Renal vasodilatation by dopexamine and fenoldopam due to α1‐adrenoceptor blockade

The renal vascular responses of the rat isolated perfused kidney to the dopamine D,‐receptor agonists, dopexamine and fenoldopam, were examined. Both kidneys were perfused in situ at constant flow rate (11ml min−1) with Krebs‐bicarbonate solution at 37°C. The perfusion pressure was monitored and to enable vasodilator responses to be measured, the resting perfusion pressure was raised by infusing noradrenaline (6 × 10−9 m). Dose‐related vasodilator responses to bolus doses of dopexamine and fenoldopam were obtained. However, these were not antagonized by the D1‐receptor antagonist, SCH 23390, indicating that D1‐receptors were not involved. Bolus doses of the α1‐adrenoceptor antagonist, prazosin, caused similar dose‐related vasodilator responses indicating the possibility that α1‐adrenoceptor blocking properties of dopexamine and fenoldopam were responsible for the vasodilatation. α‐Adrenoceptor blockade by dopexamine and fenoldopam was confirmed by the parallel displacement of dose‐response curves for the vasopressor responses to noradrenaline. pA2 values were determined by Schild analysis for dopexamine, fenoldopam and prazosin antagonism of noradrenaline in the presence of neuronal (cocaine, 10−5 m) and extraneuronal uptake blockade (metanephrine, 10−5 m).
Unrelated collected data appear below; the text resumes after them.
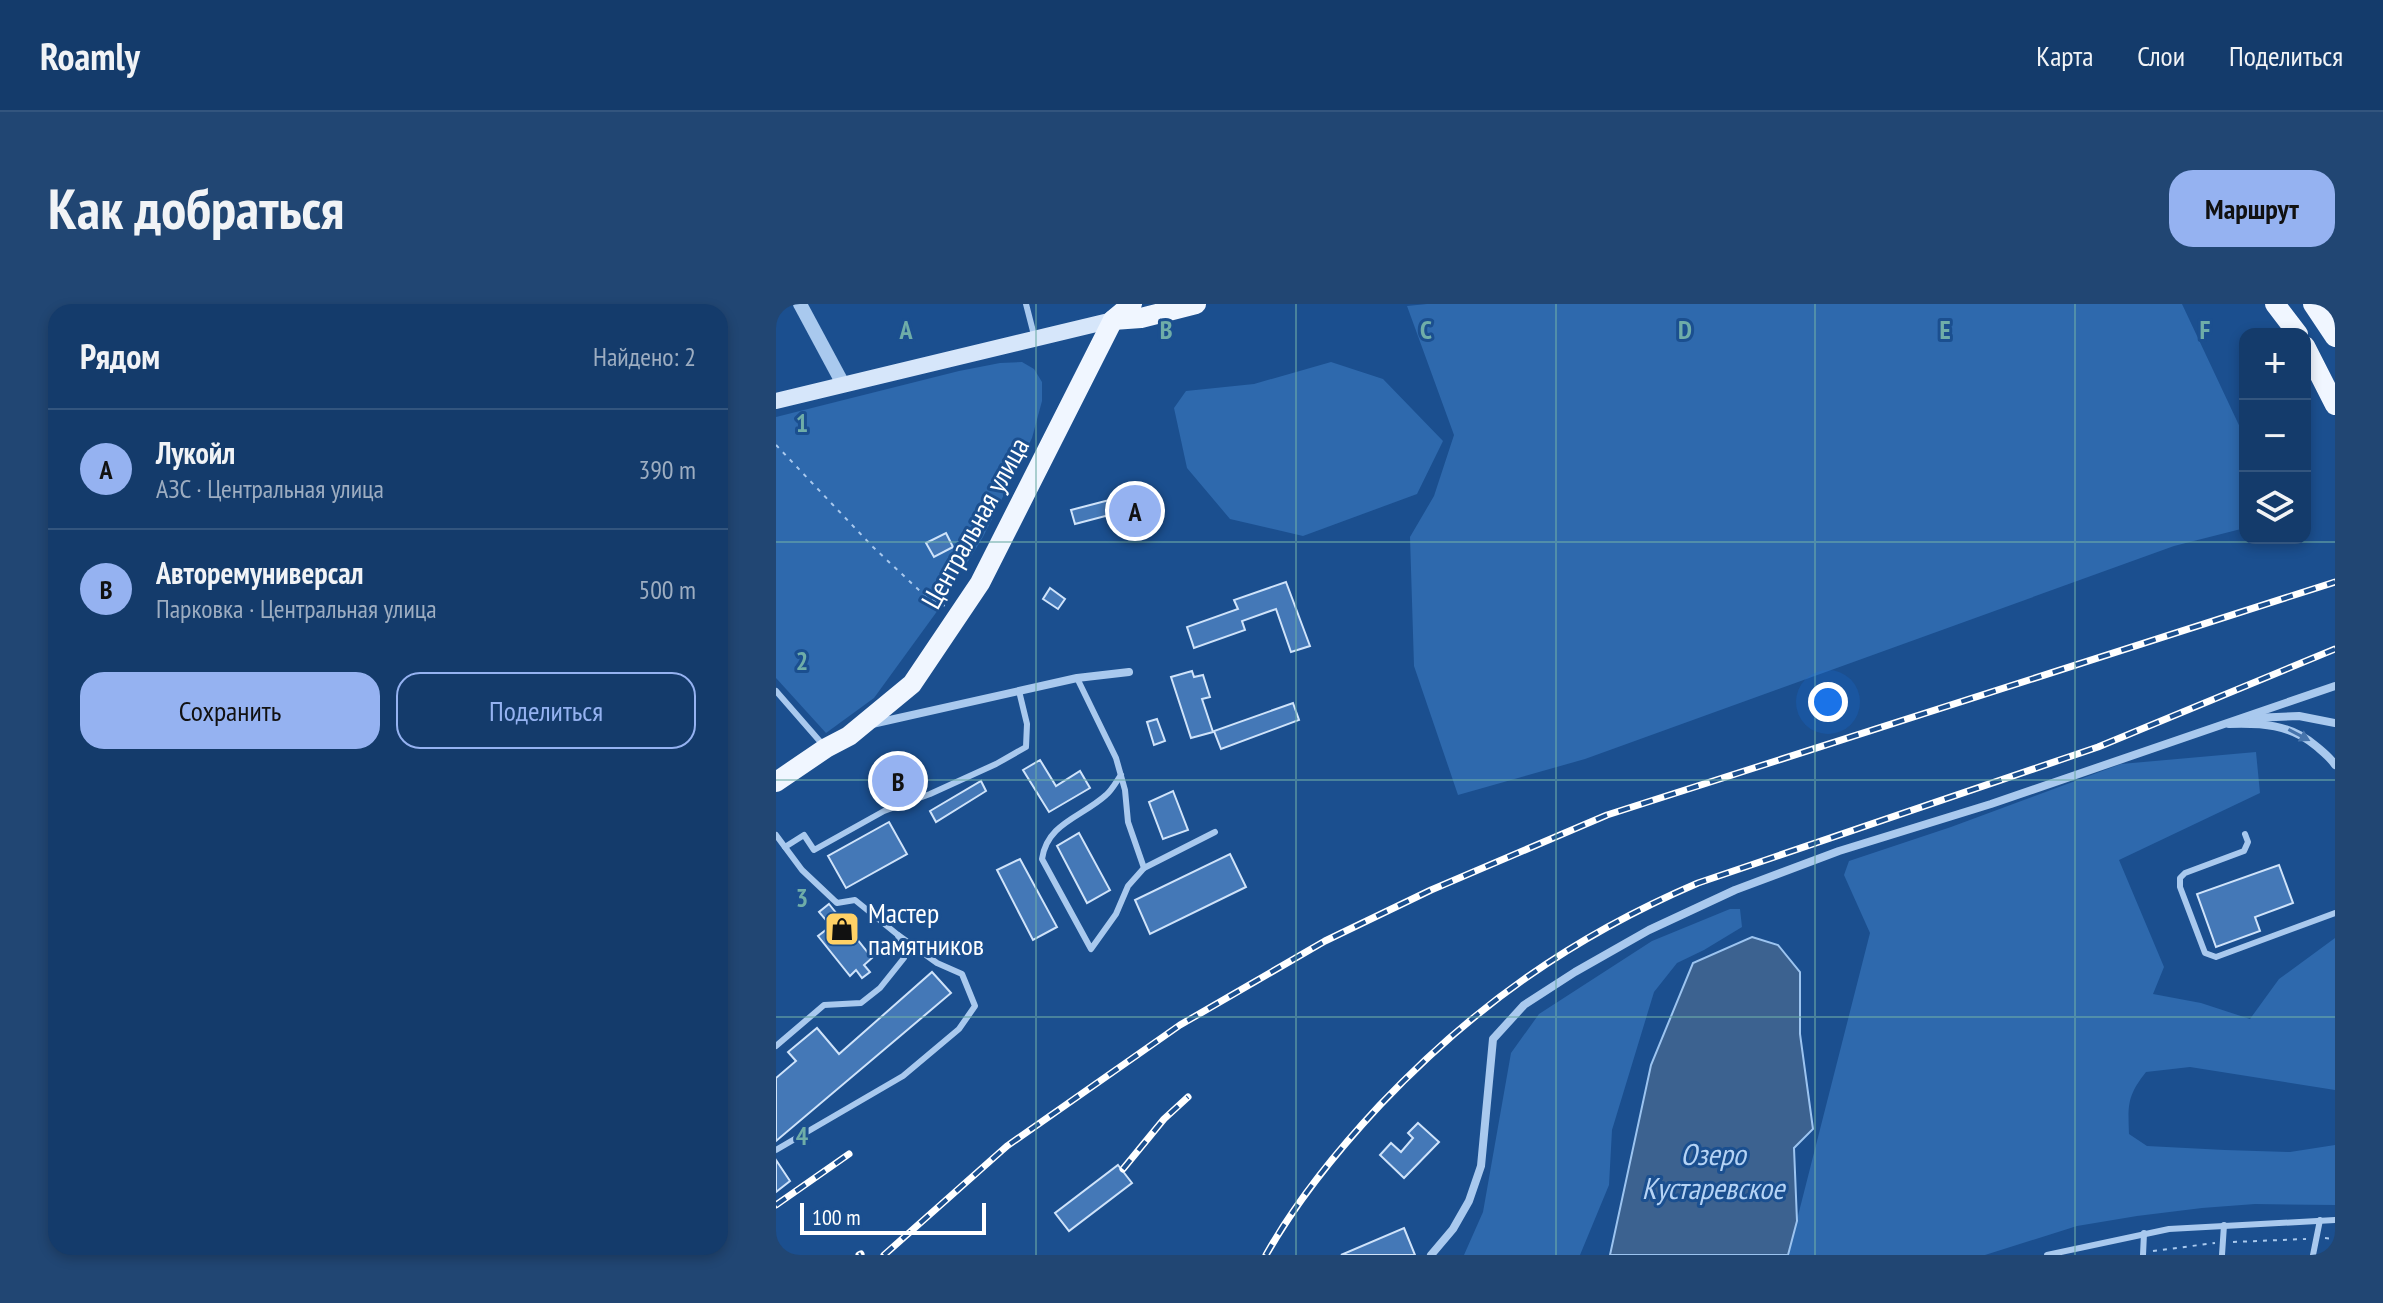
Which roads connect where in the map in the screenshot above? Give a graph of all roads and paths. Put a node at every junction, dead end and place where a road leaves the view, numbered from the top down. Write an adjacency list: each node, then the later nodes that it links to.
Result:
1 (800, 304): 12 (street)
2 (1026, 304): 9 (lane)
3 (1132, 304): 7 (main road)
4 (1196, 304): 7 (main road)
5 (2275, 304): 8 (main road)
6 (2313, 304): 10 (main road)
7 (1113, 320): 9 (main road); 16 (main road, Центральная улица)
8 (2293, 328)
9 (1034, 337): 12 (main road)
10 (2335, 337)
11 (2311, 358): 14 (main road)
12 (843, 384): 13 (main road)
13 (776, 401)
14 (2333, 401)
15 (776, 445): 16 (path)
16 (959, 614): 24 (main road, Центральная улица)
17 (1129, 672): 18 (street)
18 (1077, 678): 21 (street); 27 (lane)
19 (2335, 686): 23 (street)
20 (776, 691): 25 (lane)
21 (1019, 691): 24 (street); 32 (lane)
22 (2335, 723): 23 (street)
23 (2220, 724): 26 (street, one-way to 26); 42 (street)
24 (860, 727): 25 (main road, Центральная улица)
25 (826, 748): 28 (main road, Центральная улица)
26 (2335, 765)
27 (1121, 775): 33 (lane); 33 (lane)
28 (776, 782)
29 (1215, 832): 33 (lane)
30 (2245, 834): 34 (lane)
31 (776, 835): 32 (lane)
32 (785, 847): 35 (lane)
33 (1144, 868)
34 (2335, 913)
35 (898, 935): 36 (lane); 37 (lane)
36 (776, 1046)
37 (776, 1150)
38 (2320, 1220): 39 (lane); 40 (lane); 46 (lane)
39 (2335, 1220)
40 (2224, 1225): 41 (lane); 45 (lane)
41 (2144, 1233): 43 (lane); 44 (lane)
42 (1431, 1255)
43 (2047, 1255)
44 (2143, 1255)
45 (2222, 1255)
46 (2313, 1255)

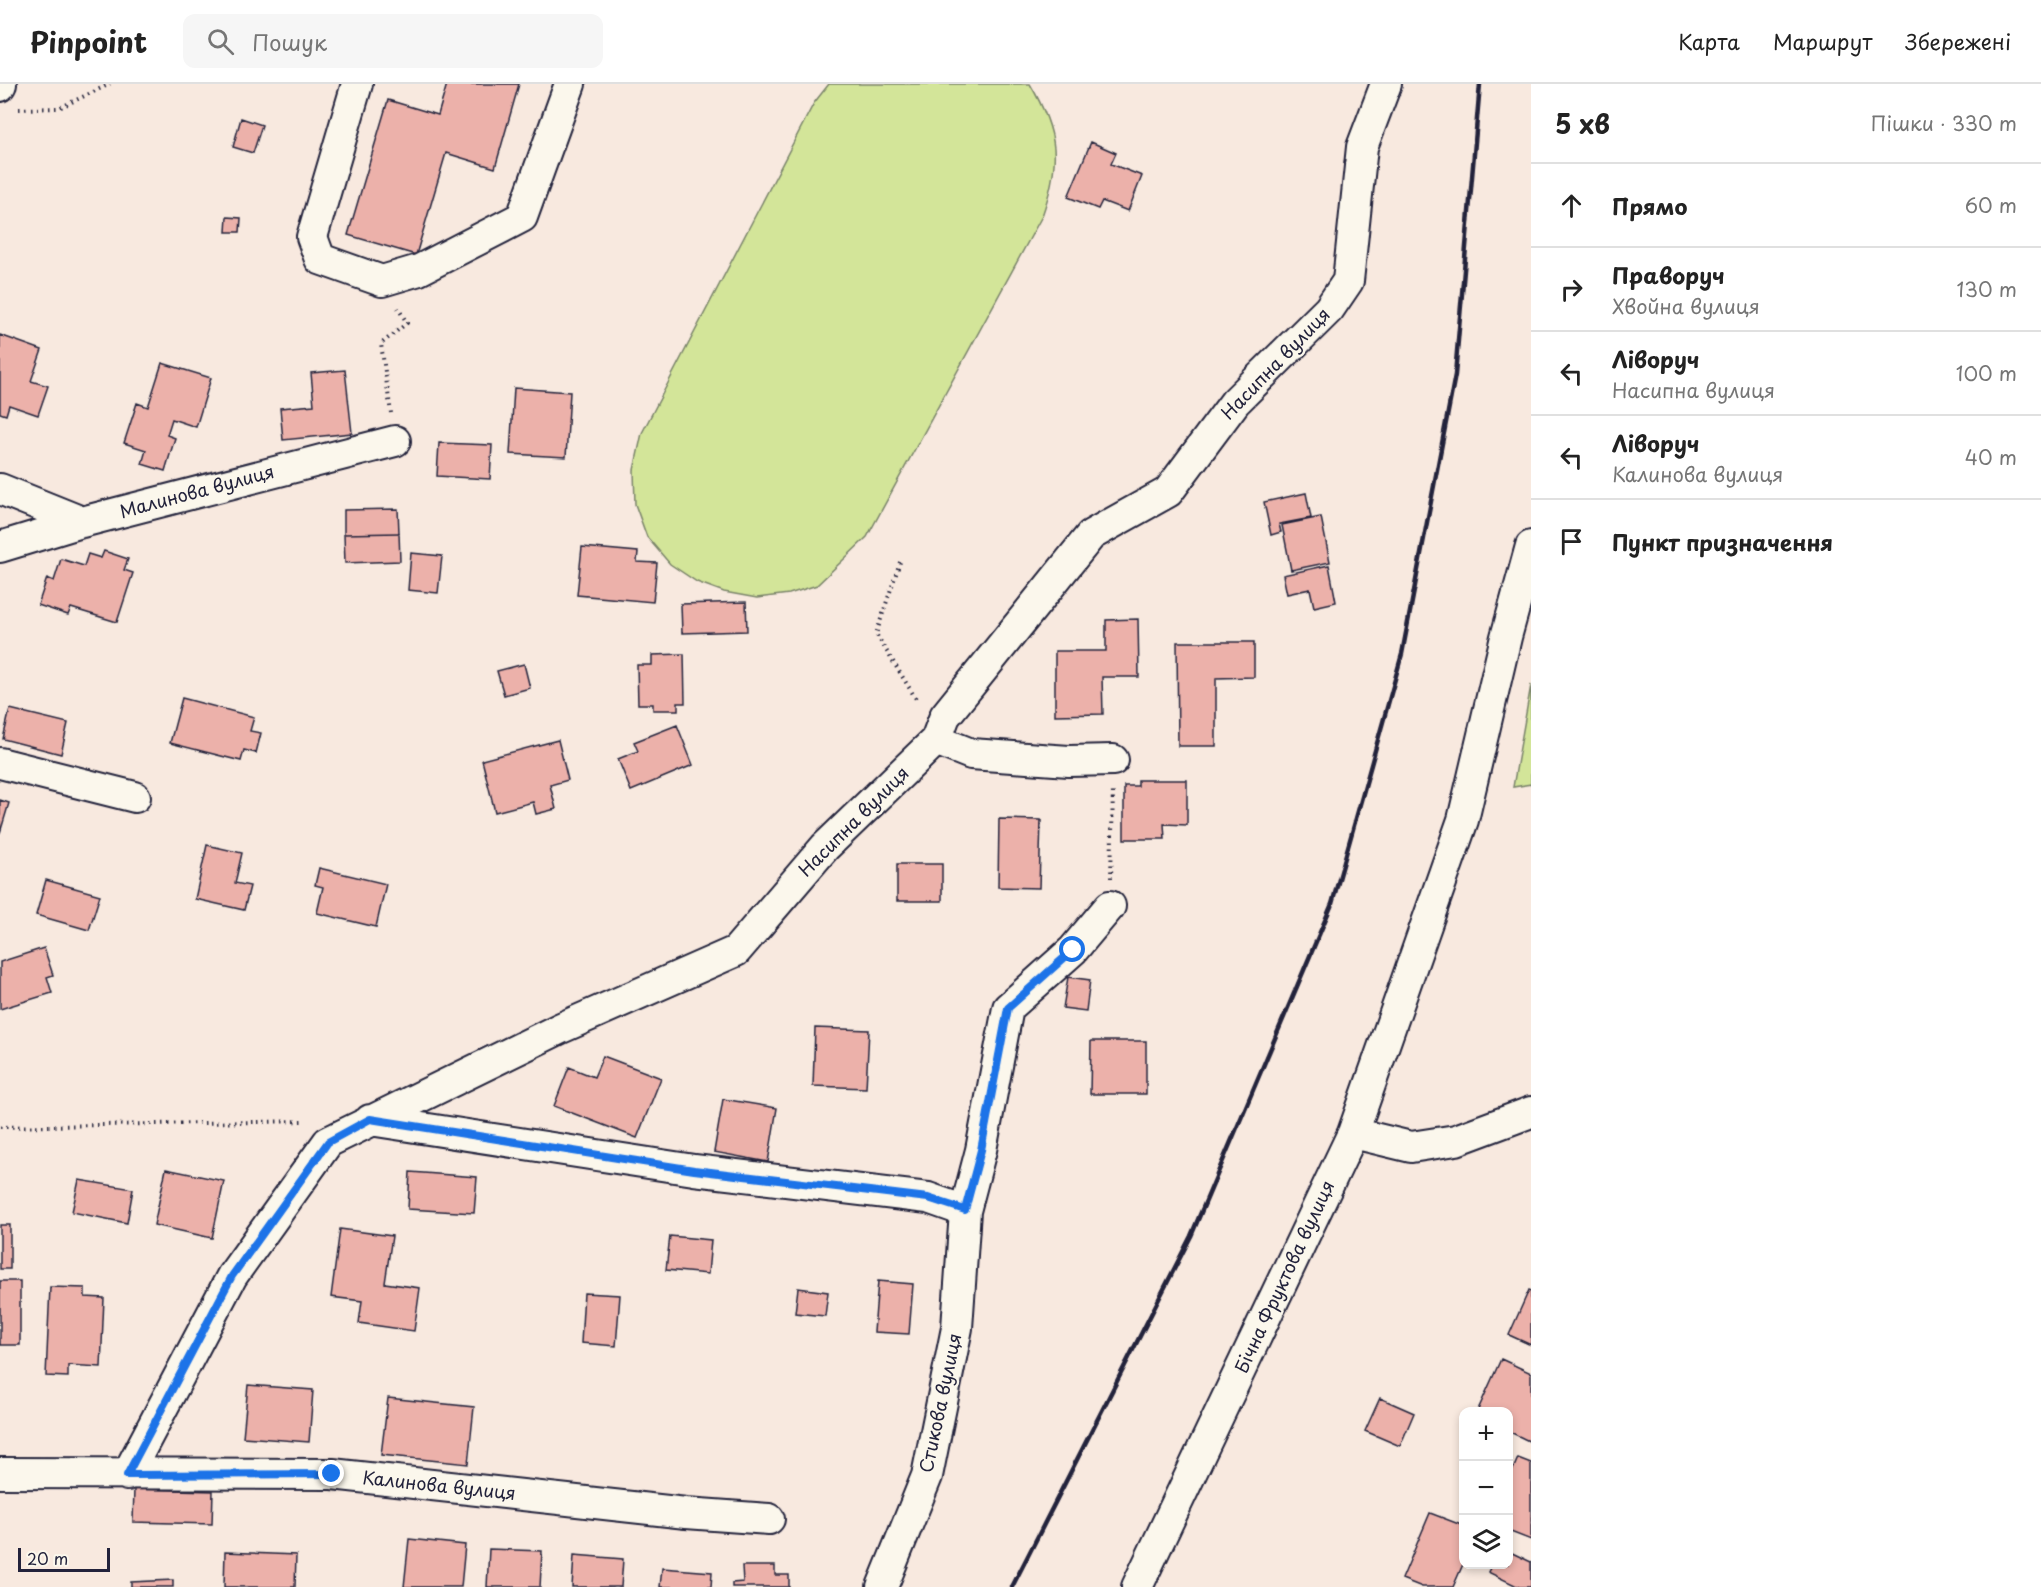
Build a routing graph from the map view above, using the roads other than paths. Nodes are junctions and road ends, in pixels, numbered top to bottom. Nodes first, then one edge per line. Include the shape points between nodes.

The values were 6.23, 6.02 and 8.91, respectively. Schild plot slopes of unity were obtained for dopexamine and fenoldopam indicating competitive antagonism. A slope of greater than unity for prazosin may be explained by the lack of equilibrium conditions associated with bolus doses of noradrenaline, the responses of which are affected more by the high affinity antagonist, prazosin, than the two lower affinity antagonists. This study has demonstrated that renal vasodilator responses to the D1‐receptor agonists, dopexamine and fenoldopam, are due to a brief antagonism of the α‐adrenoceptor‐mediated vasoconstriction induced by noradrenaline. This presumably masks any direct D1‐receptor‐mediated vasodilatation.